A ninth deputy came up when everything seemed to be over. He then began repeatedly kicking Pusok, making it a total of seven deputies to assault the prone prisoner with 17 kicks and 41 punches.

None of the nine deputies appeared to look up and the clattering of the police chopper may well have masked that of the news helicopter. The deputies may have had no idea that this would not be just another arrest.

They certainly learned otherwise when NBC News aired the video, which then flashed through cyber space via YouTube. San Bernadino Sheriff John McMahon announced on Friday that he was putting 10 deputies—including a sergeant and a detective—on leave. Those who did not actually strike Pusok will apparently have to explain why they did nothing to stop the beating.
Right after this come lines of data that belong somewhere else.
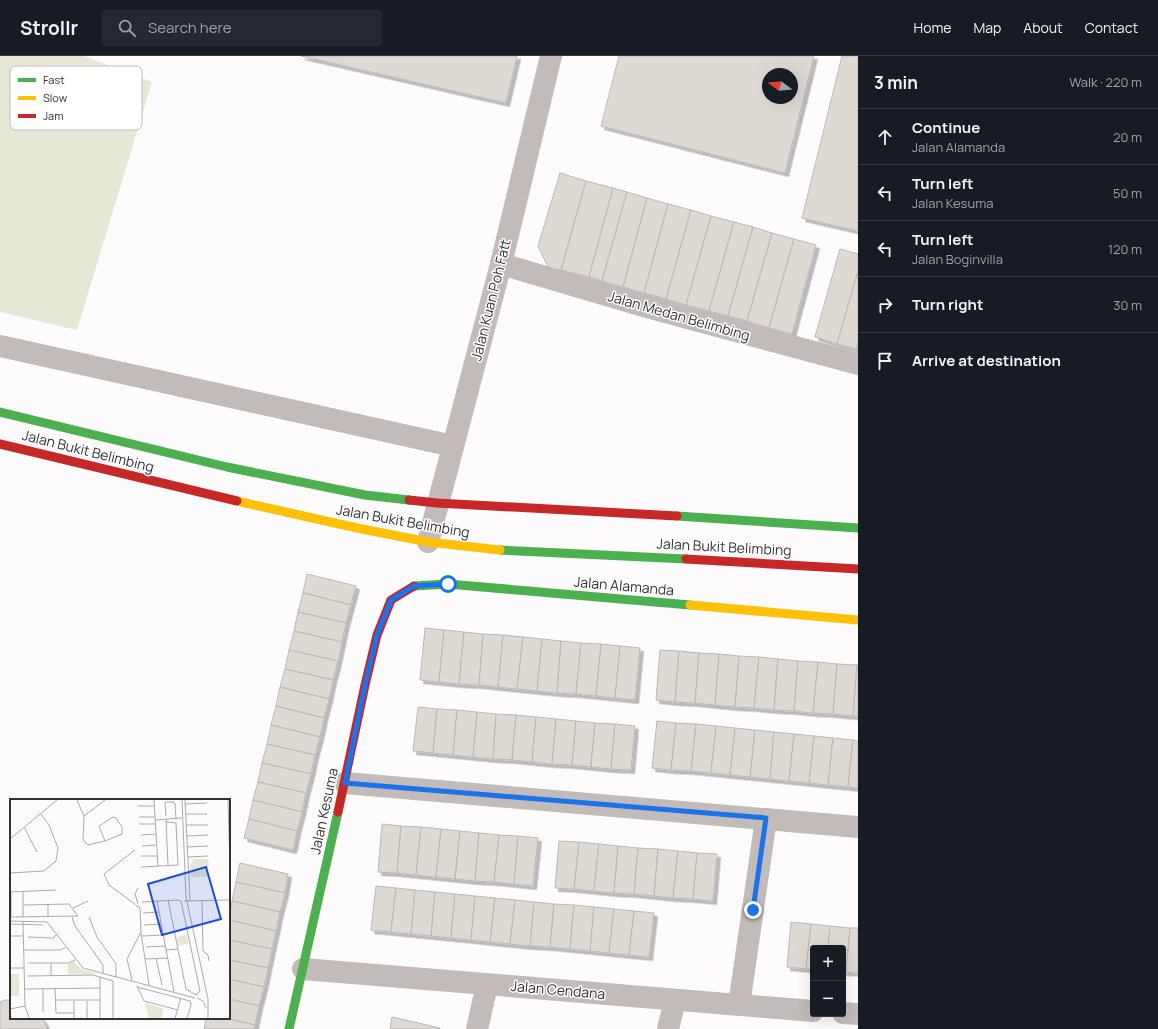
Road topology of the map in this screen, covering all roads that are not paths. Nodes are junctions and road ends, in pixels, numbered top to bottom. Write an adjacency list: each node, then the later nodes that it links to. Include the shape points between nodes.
1 (551, 56): 2 (street, Jalan Kuan Poh Fatt)
2 (501, 264): 4 (street, Jalan Medan Belimbing, via 650,308); 7 (street, Jalan Kuan Poh Fatt)
3 (0, 346): 7 (street)
4 (858, 364)
5 (0, 412): 8 (main road, Jalan Bukit Belimbing, via 227,467 365,495)
6 (0, 444): 10 (main road, Jalan Bukit Belimbing, via 357,528)
7 (453, 446): 8 (street, Jalan Kuan Poh Fatt)
8 (437, 503): 9 (main road, Jalan Bukit Belimbing); 10 (street, Jalan Kuan Poh Fatt)
9 (858, 528)
10 (428, 542): 11 (main road, Jalan Bukit Belimbing, via 509,551)
11 (858, 569)
12 (391, 600): 13 (main road, Jalan Alamanda, via 414,586 448,584); 14 (main road, Jalan Kesuma, via 377,635)
13 (858, 620)
14 (345, 783): 15 (street); 17 (main road, Jalan Kesuma)
15 (766, 818): 16 (street); 20 (street)
16 (858, 827)
17 (303, 969): 18 (street, Jalan Cendana); 24 (main road, Jalan Kesuma)
18 (487, 985): 19 (street, Jalan Cendana); 25 (street)
19 (675, 1000): 20 (street, Jalan Cendana); 26 (street)
20 (739, 1005): 21 (street, Jalan Cendana)
21 (810, 1011)
22 (846, 1013): 23 (street)
23 (858, 1014)
24 (289, 1029)
25 (477, 1029)
26 (668, 1029)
“I am disturbed and troubled by what I see,” McMahon told the press. “It does not appear to be in line with our policies and procedures.”

Pusok had been taken to a local hospital, charged with felony reckless driving and horse theft. He had a previous record that included shooting a dog, threatening his girlfriend, possessing a firearm while a felon, and kicking out the window of a radio car after he was placed in arrest.

The fact that Pusok had once shot a dog might leave people more inclined to think he deserved a beating than if he had shot a person.

But this particular run-in with the deputies involved only a horse. And, however gentle one of the deputies was with the creature, that seems to have had nothing to do with the beating.

The department is already under federal investigation for alleged brutality at the county detention facility. And a San Bernadino deputy was convicted of assault last year for repeatedly kicking a handcuffed man in the chest and groin.

“Oooh, that had to hurt,” the deputy said with a laugh, according to court documents. “You’re gonna (expletive) hurt in the morning.”

Now seven deputies may well find themselves charged with a gang assault that has the look of a ritual formed in the days before video.

You have to wonder how many other people were beaten this way and left with only their word against that of the deputies.

Just as the video from South Carolina makes you wonder how many unarmed fleeing people were shot by a cop who afterward insisted he fired only because he feared for his life.

Had there been no video in the San Bernadino beating, the deputies could have just said that Pusok fell off the horse.

As for Pusok, he should give thanks he was not back in time all the way to the days when horse thieves were just hanged from the nearest tree.